SS: What about the responsibility of countries that have been directly involved in the conflicts in Syria, Iraq, or Afghanistan?

SB: I’m very irritated about the following fact: in Syria, Afghanistan, and Iraq, the United States were directly involved in military action. Now morally, if you have a causal responsibility for creating certain conditions, you also have the responsibility to accept some of the consequences of your actions. The United States, the United Kingdom, France are countries that are still actively militarily involved in these regions in some way or another, and they have a responsibility towards the refugee problem. I’m very disappointed by the reaction of the United States and I’m very disappointed by the United Nations. I think this is not just Europe’s burden, and it is not just Europe’s responsibility. All countries involved in this region, in the conflict, have to come to the table.

SS: Russia also has interests in Syria, and perhaps even has a military presence there.

SB: I don’t know too much about Russian migration or refugee policy, but we all know that Russia has had tremendous influence in Syria and even Afghanistan, for many, many years. But let’s talk about the United States. Because it has the blessing of the ocean between it and the refugees, it simply has no policy at present and does not grant many visas to refugees. The Obama administration has said that it will accept 10,000 refugees but the number should really be closer to 100,000 at least if it is to meet the USA’s moral obligations toward these countries.

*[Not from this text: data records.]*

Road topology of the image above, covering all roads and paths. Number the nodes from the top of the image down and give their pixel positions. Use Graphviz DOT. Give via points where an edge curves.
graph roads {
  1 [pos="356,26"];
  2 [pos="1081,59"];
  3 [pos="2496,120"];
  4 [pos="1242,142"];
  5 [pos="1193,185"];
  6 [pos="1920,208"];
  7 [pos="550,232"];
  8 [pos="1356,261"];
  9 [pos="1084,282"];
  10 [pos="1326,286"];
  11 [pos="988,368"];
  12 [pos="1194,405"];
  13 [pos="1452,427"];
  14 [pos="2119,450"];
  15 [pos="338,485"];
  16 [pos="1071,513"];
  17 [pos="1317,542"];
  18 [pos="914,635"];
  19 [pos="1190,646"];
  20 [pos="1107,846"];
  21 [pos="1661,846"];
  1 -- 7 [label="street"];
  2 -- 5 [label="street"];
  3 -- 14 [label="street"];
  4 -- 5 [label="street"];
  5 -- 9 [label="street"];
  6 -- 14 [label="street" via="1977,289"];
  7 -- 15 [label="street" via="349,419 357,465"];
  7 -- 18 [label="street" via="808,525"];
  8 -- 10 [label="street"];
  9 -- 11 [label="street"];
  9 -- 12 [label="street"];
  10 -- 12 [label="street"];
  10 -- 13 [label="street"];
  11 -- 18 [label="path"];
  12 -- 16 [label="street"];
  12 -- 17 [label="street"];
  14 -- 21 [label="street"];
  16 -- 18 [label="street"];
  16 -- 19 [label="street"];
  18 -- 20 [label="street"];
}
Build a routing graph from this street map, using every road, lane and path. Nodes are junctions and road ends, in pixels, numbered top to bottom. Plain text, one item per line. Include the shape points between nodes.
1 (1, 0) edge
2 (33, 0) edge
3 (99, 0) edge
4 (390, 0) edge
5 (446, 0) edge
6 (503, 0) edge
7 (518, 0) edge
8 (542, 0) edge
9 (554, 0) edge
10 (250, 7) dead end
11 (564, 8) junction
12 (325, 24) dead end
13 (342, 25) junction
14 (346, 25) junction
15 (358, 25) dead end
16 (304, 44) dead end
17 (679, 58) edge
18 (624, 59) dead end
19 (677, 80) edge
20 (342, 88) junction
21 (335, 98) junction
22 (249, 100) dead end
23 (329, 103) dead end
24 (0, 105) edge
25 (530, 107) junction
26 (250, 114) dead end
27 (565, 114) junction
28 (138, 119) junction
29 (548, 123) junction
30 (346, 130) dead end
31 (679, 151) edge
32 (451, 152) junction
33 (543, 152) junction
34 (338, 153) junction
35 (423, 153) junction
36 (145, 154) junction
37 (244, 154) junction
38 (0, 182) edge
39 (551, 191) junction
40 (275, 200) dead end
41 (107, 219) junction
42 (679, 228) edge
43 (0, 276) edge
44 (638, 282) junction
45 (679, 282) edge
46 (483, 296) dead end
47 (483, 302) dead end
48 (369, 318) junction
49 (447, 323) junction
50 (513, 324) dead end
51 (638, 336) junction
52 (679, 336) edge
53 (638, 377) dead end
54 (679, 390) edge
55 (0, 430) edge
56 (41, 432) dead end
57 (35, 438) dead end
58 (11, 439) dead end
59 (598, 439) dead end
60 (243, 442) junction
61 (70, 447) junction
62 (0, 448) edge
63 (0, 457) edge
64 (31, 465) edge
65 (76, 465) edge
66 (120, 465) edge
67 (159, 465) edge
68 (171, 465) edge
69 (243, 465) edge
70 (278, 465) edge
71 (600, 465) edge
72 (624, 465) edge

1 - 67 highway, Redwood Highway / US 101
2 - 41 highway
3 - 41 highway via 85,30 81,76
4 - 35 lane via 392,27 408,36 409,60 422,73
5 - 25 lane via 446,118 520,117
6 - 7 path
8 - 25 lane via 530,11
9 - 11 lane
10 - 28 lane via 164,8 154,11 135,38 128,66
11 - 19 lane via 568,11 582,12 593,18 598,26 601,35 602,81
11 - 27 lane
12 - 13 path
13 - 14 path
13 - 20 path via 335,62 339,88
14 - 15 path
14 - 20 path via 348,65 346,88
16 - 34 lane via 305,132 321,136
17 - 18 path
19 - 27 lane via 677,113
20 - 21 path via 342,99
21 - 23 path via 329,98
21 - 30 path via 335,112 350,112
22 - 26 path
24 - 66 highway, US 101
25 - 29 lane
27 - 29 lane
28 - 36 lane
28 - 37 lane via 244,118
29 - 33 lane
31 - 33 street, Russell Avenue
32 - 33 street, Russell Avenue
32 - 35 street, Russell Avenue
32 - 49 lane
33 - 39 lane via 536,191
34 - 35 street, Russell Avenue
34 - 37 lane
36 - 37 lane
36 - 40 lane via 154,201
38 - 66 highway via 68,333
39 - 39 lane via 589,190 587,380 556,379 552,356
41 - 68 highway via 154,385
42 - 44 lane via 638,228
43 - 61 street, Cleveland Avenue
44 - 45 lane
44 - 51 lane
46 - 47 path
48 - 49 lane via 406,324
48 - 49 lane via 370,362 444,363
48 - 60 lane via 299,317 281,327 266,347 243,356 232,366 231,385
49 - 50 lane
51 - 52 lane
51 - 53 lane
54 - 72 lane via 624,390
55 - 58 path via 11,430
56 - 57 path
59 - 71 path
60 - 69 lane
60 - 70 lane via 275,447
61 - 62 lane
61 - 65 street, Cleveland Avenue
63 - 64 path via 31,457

SS: In your work you talk about more flexible borders, or as you say, porous borders. Do you think that that is what we are witnessing now?

SB: Clearly, the state system and state bureaucracy are failing to deal with the dimensions of the problem. If the borders are porous, why are refugees who want to reach Germany not being granted access? According to the Dublin Conventions, refugees need to be granted refuge in the first country that they make contact with. Obviously the Dublin Convention needs to be renegotiated. Porous borders are the only viable way in which nations can co-exist, but we are now living in a situation of crisis that is generating, or attempting to generate, the myth of those borders as controlled – but this is only a myth.

SS: What is the difference between porous borders and open borders?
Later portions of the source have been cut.